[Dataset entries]
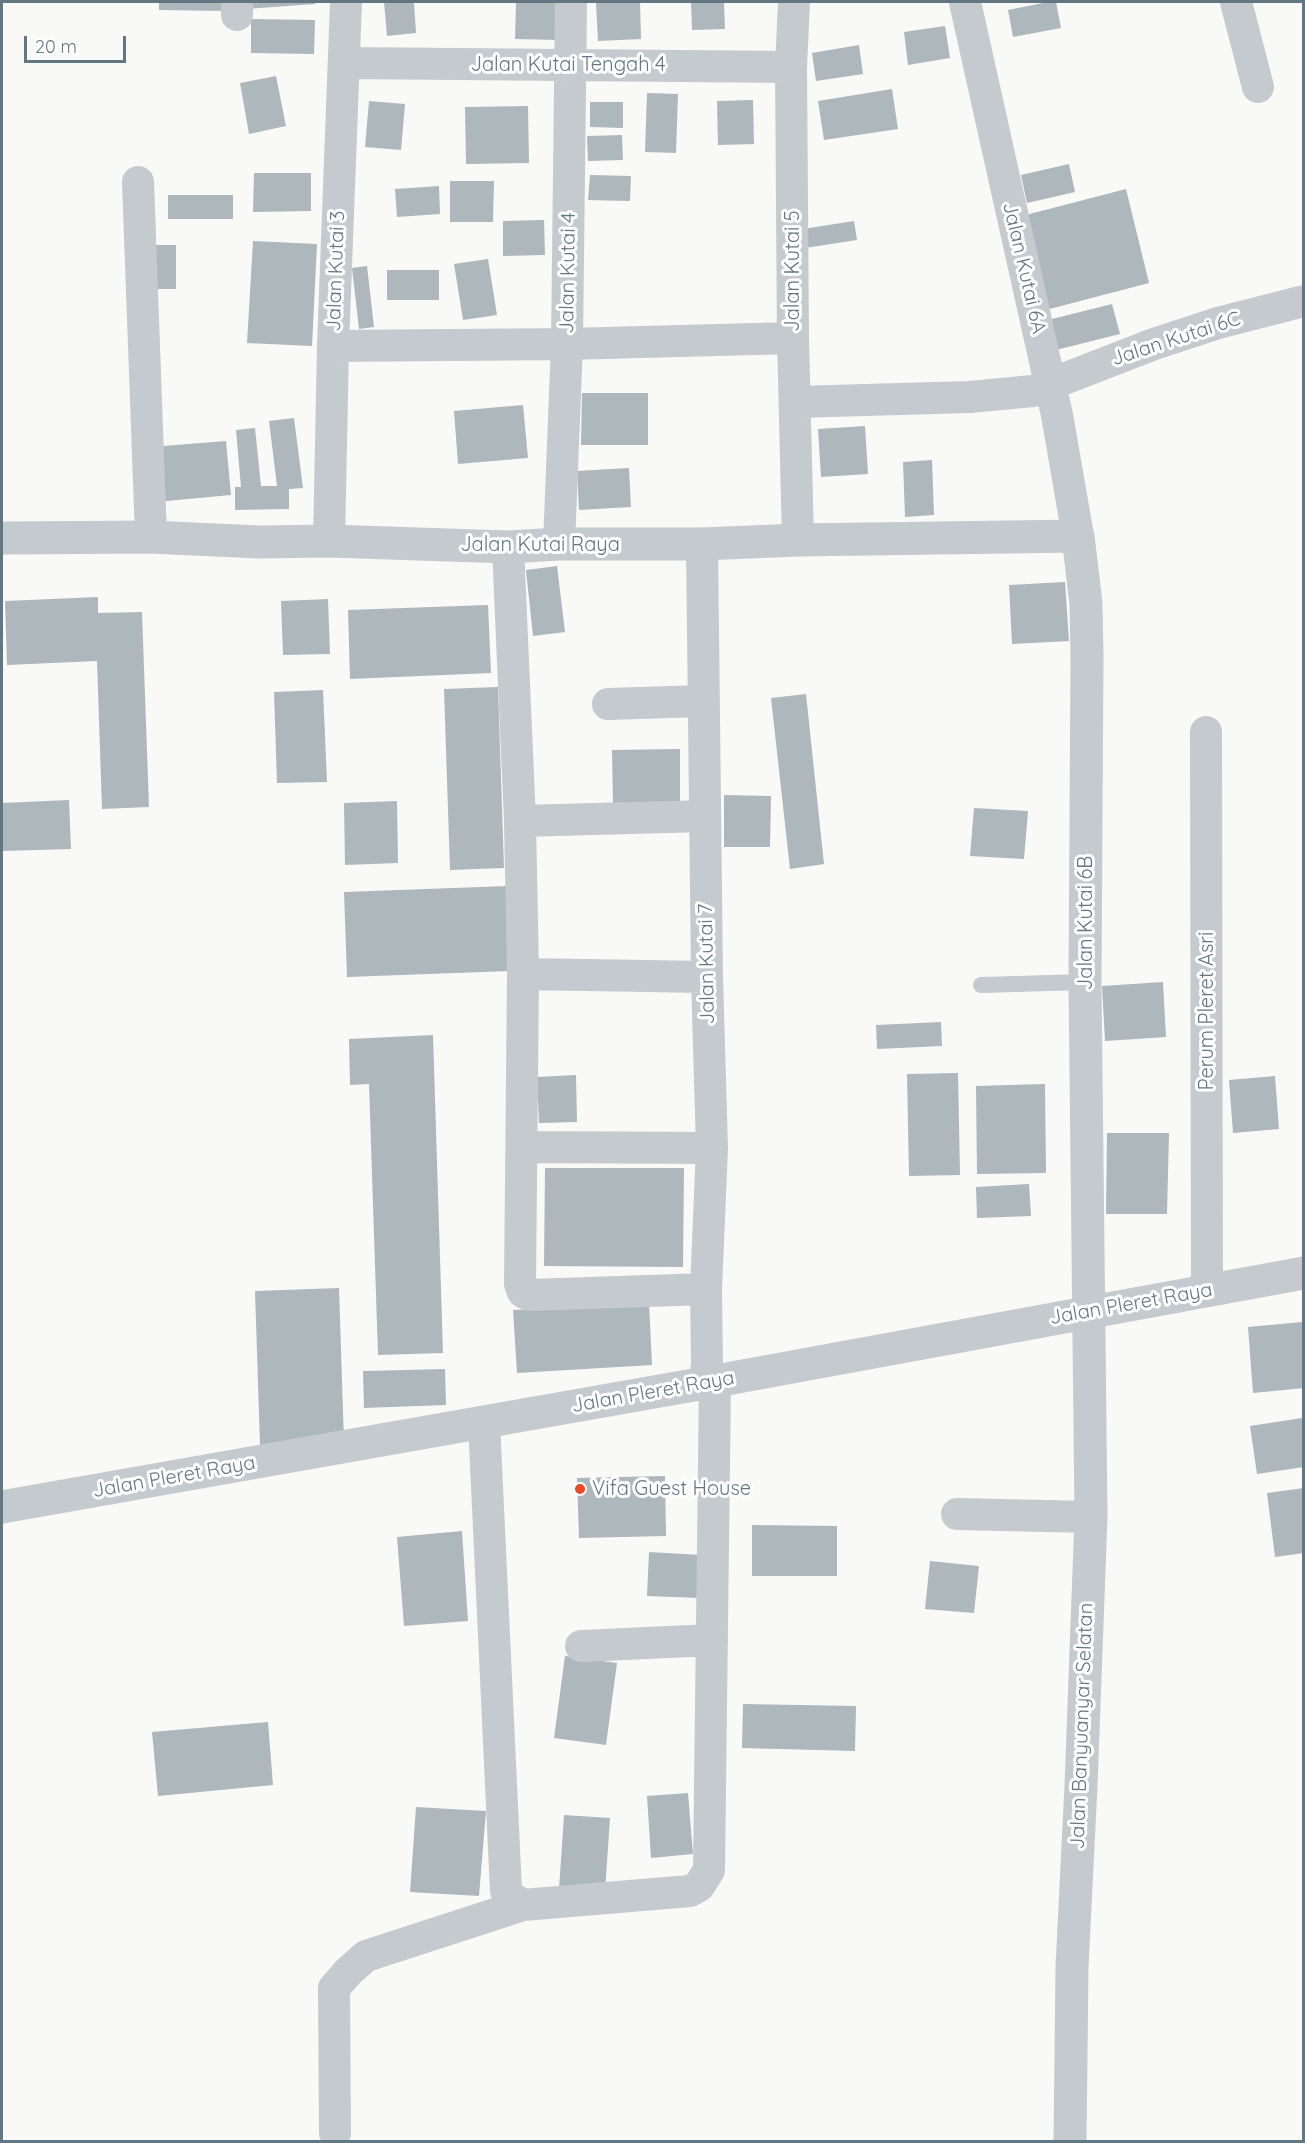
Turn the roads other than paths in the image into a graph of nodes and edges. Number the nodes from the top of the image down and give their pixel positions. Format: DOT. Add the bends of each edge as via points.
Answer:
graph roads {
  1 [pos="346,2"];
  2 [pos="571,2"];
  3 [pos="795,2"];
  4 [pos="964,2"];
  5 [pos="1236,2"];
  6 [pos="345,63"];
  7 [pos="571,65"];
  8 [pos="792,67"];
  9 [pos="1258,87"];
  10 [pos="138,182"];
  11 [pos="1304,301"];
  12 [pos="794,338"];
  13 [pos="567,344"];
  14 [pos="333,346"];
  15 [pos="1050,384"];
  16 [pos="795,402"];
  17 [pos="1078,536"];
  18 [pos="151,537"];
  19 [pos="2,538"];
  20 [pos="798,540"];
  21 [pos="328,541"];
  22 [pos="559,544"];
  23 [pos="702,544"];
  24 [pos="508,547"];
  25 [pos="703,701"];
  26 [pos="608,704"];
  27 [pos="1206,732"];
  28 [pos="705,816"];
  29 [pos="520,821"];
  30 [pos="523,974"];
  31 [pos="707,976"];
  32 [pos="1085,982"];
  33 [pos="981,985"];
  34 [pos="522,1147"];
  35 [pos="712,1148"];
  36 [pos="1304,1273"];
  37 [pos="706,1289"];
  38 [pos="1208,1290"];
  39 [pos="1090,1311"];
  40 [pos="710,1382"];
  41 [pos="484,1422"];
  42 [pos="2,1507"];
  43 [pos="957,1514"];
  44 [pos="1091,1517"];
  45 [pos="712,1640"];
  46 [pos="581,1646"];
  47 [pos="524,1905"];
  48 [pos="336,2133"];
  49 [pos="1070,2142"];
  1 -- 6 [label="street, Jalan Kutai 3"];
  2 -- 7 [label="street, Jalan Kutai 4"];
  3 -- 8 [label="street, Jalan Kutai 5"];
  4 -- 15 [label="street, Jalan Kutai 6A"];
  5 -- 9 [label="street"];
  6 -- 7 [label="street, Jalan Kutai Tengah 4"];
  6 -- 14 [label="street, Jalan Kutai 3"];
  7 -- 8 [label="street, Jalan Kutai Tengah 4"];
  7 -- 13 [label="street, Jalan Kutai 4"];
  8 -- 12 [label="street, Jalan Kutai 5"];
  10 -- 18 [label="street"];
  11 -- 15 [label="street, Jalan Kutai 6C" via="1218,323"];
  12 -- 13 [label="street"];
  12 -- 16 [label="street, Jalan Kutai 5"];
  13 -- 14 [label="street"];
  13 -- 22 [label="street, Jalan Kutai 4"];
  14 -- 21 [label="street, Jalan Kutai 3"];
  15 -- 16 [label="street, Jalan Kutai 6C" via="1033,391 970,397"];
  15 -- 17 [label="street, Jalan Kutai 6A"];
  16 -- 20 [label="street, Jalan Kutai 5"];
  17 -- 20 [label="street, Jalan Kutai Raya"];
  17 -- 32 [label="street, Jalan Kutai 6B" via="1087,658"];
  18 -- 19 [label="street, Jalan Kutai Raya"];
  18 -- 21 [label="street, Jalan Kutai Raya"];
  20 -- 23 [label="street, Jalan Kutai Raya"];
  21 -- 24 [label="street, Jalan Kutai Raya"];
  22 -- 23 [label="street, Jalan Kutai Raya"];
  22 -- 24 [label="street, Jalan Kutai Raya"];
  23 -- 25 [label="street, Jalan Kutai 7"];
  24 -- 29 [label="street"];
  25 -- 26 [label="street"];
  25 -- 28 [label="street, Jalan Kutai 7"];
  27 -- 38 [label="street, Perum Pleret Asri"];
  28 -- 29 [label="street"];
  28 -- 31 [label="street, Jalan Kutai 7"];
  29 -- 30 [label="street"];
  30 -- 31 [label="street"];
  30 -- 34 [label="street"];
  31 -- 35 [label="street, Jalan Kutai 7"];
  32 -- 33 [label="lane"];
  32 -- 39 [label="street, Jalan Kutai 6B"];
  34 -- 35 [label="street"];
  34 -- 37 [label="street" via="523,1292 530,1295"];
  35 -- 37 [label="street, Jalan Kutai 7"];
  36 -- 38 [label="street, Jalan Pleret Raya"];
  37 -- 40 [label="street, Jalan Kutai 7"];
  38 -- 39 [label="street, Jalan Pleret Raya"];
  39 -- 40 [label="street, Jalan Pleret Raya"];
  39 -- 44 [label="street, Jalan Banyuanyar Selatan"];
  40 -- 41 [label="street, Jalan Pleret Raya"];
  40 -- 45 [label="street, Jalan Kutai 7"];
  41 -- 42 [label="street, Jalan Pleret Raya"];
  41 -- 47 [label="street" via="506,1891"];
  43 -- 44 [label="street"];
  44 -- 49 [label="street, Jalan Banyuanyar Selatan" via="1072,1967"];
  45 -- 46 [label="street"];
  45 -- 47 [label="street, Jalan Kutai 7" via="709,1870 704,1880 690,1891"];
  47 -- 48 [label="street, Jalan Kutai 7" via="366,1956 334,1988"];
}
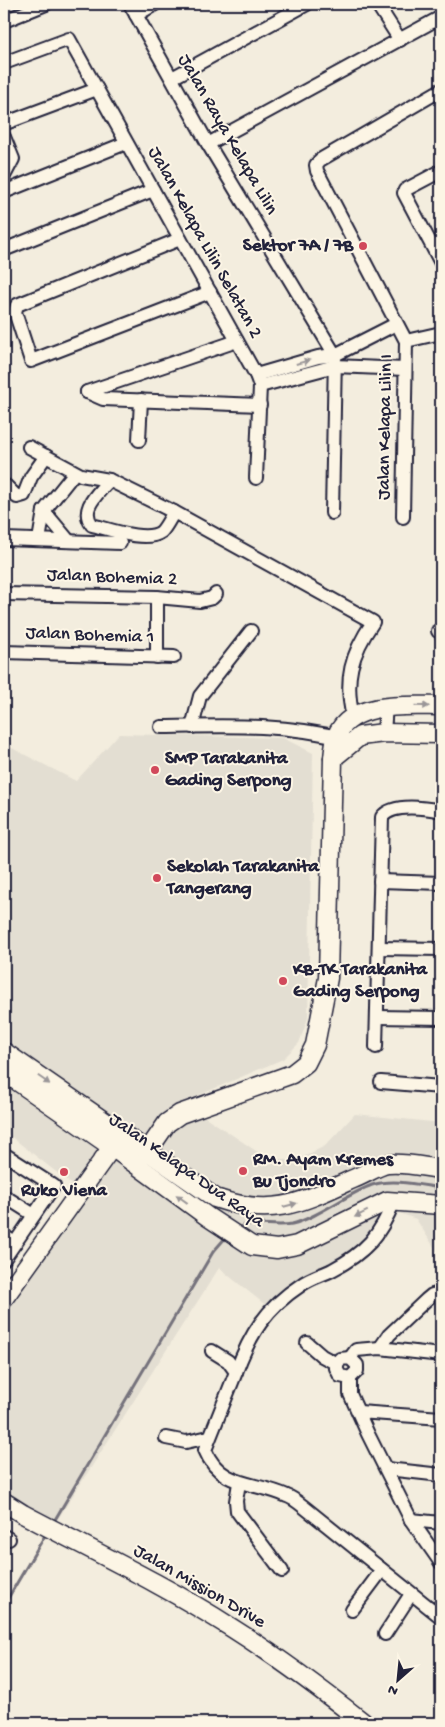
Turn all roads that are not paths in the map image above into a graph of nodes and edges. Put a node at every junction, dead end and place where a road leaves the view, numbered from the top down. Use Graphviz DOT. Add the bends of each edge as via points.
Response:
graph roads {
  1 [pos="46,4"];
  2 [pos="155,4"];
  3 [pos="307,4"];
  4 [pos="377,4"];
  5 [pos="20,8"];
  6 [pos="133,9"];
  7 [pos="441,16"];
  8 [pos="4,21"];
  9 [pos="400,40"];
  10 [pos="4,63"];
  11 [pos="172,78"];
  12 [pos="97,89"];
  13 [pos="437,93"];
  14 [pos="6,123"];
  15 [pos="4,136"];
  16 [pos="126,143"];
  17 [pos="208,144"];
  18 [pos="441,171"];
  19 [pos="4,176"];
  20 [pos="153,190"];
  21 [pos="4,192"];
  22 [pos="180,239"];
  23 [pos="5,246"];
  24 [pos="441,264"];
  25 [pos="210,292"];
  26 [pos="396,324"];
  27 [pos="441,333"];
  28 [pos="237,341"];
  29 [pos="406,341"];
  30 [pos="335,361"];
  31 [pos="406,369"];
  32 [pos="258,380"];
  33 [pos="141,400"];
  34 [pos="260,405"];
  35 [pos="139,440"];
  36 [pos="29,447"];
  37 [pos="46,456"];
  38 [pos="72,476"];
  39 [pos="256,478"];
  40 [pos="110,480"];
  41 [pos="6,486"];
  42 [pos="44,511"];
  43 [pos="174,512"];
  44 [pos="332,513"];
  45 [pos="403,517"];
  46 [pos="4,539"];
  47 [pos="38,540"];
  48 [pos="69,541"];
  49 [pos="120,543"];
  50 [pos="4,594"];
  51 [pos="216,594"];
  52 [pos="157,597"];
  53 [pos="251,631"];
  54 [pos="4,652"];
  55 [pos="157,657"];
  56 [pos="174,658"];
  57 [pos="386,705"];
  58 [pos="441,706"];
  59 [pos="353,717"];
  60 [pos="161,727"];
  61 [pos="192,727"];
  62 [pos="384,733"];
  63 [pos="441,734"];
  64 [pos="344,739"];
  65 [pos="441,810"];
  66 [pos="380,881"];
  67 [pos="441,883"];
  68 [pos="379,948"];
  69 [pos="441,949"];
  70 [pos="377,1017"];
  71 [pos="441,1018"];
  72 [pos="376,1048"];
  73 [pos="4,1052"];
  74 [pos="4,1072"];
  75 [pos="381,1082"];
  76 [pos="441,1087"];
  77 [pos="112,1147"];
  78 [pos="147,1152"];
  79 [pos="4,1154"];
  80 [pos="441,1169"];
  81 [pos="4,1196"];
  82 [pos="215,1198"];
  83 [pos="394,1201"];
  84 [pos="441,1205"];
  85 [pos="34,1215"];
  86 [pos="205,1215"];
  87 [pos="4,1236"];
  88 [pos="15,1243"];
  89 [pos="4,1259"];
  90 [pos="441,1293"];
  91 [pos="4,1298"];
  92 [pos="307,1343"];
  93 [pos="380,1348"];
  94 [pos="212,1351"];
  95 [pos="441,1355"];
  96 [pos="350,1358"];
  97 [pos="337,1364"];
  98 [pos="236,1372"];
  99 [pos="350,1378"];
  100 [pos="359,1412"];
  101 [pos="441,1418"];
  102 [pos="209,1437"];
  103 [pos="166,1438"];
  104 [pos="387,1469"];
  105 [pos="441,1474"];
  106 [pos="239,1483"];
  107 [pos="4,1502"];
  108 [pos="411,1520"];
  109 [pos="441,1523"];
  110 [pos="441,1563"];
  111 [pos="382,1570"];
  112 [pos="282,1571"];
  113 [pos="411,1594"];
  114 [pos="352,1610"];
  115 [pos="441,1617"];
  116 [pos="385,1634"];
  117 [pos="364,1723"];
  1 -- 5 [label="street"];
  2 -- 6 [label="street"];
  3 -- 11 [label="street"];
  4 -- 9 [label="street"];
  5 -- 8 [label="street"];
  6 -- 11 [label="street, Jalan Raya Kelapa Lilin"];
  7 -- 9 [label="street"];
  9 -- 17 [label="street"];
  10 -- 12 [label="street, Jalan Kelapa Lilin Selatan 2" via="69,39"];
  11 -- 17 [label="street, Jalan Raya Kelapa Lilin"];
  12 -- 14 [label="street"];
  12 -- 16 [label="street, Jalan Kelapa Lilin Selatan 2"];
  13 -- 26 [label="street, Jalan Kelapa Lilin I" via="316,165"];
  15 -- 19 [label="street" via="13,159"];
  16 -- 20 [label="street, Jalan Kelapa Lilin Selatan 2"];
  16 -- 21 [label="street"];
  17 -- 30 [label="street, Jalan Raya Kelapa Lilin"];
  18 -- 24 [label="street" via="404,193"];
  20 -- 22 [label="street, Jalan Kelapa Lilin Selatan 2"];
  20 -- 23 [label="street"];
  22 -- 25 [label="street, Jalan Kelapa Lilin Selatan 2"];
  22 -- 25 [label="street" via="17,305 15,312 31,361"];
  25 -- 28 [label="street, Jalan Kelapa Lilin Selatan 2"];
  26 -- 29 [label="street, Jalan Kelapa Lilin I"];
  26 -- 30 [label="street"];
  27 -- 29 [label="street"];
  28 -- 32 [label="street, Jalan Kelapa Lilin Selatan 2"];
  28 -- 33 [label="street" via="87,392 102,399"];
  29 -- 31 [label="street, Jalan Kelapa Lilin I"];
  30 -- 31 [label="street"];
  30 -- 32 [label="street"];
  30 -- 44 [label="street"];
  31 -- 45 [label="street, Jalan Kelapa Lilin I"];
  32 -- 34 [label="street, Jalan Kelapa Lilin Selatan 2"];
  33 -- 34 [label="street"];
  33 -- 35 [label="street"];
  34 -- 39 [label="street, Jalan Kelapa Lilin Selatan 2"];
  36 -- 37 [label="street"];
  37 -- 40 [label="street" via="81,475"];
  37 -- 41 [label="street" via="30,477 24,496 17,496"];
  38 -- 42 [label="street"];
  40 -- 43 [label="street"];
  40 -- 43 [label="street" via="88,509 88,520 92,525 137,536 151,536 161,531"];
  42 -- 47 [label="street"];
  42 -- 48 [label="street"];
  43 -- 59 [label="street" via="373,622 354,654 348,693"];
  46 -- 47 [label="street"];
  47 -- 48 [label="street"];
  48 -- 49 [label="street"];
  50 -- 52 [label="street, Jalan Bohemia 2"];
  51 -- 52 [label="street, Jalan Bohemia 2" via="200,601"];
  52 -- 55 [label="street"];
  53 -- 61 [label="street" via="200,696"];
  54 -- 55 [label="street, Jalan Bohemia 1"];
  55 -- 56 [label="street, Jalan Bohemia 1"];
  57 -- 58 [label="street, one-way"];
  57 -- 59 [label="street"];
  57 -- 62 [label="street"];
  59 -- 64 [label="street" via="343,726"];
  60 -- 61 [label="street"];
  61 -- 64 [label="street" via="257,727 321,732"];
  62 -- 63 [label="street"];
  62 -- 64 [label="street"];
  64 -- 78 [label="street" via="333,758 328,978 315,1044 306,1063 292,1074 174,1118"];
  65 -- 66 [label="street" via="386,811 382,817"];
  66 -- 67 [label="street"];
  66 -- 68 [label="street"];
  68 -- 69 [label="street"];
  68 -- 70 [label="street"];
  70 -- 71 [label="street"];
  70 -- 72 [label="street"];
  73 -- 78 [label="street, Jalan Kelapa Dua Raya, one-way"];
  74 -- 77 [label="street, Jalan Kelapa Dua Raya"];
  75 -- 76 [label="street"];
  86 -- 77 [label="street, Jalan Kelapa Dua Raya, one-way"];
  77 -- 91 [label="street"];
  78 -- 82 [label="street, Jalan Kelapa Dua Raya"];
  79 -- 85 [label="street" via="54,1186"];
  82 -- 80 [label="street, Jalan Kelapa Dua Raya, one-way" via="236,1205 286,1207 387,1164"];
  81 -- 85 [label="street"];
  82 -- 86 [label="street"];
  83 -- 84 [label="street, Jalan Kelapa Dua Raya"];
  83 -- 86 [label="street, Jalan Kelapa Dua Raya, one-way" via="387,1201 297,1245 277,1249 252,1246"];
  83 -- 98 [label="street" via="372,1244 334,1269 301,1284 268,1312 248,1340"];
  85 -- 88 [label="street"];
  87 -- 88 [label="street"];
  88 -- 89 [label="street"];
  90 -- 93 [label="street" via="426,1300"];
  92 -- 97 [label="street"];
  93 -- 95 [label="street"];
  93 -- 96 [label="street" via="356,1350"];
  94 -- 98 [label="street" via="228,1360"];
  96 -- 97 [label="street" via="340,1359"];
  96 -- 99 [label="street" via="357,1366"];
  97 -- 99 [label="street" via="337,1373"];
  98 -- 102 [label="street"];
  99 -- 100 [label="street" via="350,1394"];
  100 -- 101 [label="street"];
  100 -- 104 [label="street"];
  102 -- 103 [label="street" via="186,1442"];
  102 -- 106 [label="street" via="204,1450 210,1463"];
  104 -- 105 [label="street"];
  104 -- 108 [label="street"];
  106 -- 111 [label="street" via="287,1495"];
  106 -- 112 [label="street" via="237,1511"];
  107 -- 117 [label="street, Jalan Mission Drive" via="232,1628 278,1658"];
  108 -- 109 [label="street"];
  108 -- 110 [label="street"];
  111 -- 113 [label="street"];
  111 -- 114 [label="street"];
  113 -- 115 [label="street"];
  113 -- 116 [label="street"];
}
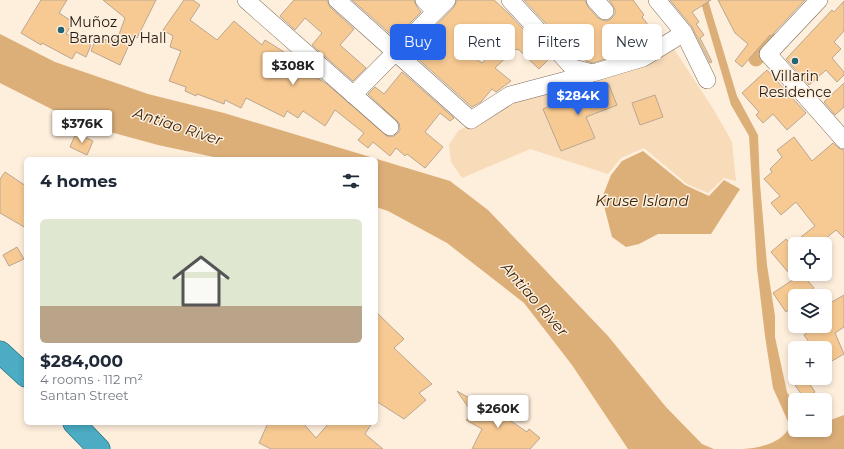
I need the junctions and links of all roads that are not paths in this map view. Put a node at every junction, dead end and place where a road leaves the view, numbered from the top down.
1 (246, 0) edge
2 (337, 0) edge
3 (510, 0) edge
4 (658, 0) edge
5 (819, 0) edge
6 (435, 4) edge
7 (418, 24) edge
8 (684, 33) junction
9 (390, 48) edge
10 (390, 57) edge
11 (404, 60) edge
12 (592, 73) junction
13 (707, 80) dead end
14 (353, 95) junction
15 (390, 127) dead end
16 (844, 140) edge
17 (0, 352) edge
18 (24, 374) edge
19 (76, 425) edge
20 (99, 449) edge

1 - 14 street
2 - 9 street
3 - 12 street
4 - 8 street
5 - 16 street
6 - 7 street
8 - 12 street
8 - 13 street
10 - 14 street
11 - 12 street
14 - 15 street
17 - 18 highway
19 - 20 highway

(PROBLEM REQUIREMENTS)
Among the records above, find the lines that contain "Pleret" and copy every one.

(YOUR SOLUTION)
  27 -- 38 [label="street, Perum Pleret Asri"];
  36 -- 38 [label="street, Jalan Pleret Raya"];
  38 -- 39 [label="street, Jalan Pleret Raya"];
  39 -- 40 [label="street, Jalan Pleret Raya"];
  40 -- 41 [label="street, Jalan Pleret Raya"];
  41 -- 42 [label="street, Jalan Pleret Raya"];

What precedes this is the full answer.